Dengan tujuan jelas, Wang Chen melaju cukup cepat. Ditambah lagi, dalam dua hari terakhir, zombie utama miliknya sudah sepenuhnya menyerap energi mayat yang ditelan, sehingga Wang Chen mendapat limpahan energi dan kekuatannya kembali meningkat. Membuat kecepatannya semakin tinggi. Jika bukan karena zombie utama tidak bisa terlalu sering diperlihatkan, Wang Chen bisa lebih cepat lagi. Zombie utama spesial miliknya bahkan bisa terbang. Jika ia menggunakan kekuatan penuh, dalam satu-dua hari bisa tiba di Gunung Mao. Tapi itu terlalu berisiko, bisa saja bertemu dengan pendekar yang memburu iblis.
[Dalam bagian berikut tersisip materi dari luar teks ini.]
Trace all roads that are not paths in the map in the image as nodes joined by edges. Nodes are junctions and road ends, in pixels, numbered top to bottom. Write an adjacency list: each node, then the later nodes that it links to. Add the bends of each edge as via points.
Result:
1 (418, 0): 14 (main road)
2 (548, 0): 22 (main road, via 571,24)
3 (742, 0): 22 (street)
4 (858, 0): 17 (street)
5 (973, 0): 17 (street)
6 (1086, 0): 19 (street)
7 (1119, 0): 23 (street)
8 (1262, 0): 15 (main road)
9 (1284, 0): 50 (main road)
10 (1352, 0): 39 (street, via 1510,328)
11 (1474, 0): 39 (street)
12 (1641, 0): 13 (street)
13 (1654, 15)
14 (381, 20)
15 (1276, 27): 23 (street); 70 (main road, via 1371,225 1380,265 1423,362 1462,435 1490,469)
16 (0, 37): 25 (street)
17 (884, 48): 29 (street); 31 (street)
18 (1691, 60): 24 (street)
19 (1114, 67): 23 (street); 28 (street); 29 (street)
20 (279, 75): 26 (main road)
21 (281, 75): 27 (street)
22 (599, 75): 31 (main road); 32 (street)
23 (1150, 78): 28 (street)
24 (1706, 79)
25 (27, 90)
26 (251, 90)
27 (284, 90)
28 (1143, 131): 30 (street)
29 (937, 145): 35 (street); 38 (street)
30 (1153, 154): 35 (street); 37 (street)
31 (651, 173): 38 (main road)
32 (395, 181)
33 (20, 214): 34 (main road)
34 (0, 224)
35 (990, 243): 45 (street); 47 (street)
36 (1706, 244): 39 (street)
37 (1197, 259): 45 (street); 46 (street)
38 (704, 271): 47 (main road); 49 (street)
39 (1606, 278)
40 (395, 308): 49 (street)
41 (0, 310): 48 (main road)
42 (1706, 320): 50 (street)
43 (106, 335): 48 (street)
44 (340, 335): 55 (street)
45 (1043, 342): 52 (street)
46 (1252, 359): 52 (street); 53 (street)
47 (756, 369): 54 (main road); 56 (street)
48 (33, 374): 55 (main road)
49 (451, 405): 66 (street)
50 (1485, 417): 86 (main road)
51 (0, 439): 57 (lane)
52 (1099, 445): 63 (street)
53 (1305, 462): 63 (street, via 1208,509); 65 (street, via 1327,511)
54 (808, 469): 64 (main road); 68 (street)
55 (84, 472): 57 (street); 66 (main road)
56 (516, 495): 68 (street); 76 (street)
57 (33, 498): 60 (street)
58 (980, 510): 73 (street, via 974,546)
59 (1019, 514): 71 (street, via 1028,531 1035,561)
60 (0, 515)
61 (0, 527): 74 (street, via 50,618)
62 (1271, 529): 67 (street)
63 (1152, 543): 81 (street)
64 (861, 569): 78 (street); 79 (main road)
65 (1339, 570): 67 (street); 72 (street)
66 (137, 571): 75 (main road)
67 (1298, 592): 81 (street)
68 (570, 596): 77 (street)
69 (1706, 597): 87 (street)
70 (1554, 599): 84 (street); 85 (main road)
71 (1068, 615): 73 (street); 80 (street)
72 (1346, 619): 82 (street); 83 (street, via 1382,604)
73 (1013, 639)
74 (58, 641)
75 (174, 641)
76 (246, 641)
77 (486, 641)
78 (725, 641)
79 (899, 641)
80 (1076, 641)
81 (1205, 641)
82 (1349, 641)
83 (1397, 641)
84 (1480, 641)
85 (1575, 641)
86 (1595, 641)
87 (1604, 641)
Tidak perlu mengambil risiko demi sedikit waktu.

Setelah lima hari perjalanan, Wang Chen akhirnya tiba di kaki Gunung Mao. Selama perjalanan, ia tidak menemui banyak keanehan karena jalurnya melewati jalan besar. Apalagi mendekati Gunung Mao, keanehan sama sekali tidak muncul, sehingga perjalanannya semakin lancar. Begitu tiba, Wang Chen langsung menuju Puncak Penyepuhan Gunung Mao. Saat ini, cabang penyepuhan Gunung Mao hanya tersisa Wang Chen seorang. Menyebutnya sebagai pemimpin cabang penyepuhan Gunung Mao memang masih bisa diterima, meski Wang Chen sendiri tidak berniat mewarisi jabatan itu. Fokusnya sekarang adalah mengusut kebenaran tentang guru mereka, Dao Chang Duobao, dan bukan menjadi pemimpin cabang penyepuhan. Kalau tidak, ia sudah menjadi pemimpin cabang.

Setelah masuk ke markas cabang penyepuhan, Wang Chen membersihkan tempat itu. Ia menyalakan dupa untuk guru Dao Chang Duobao dan para leluhur cabang penyepuhan. Setelah itu, Wang Chen menuju markas cabang penegak. Sayangnya, setelah bertanya-tanya, ia tidak mendapatkan kabar konkret. Meski tim penegak Gunung Mao sudah mengirim kelompok terbaik, kasus tanpa petunjuk seperti ini memang sulit dipecahkan. Tidak mendapat kabar, Wang Chen pun tidak berlama-lama dan langsung pergi.

Ia tidak kembali ke markas cabang penyepuhan, melainkan menuju perpustakaan Gunung Mao. Di sana ada banyak koleksi buku. Meski tidak ada manual kultivasi tingkat tinggi, banyak pengetahuan dan catatan perjalanan tersimpan di sana. Tulisan "Yunwen" yang ingin Wang Chen teliti juga tercatat di sana. Sebagai anggota Gunung Mao, masuk ke perpustakaan umum seperti itu sangat mudah.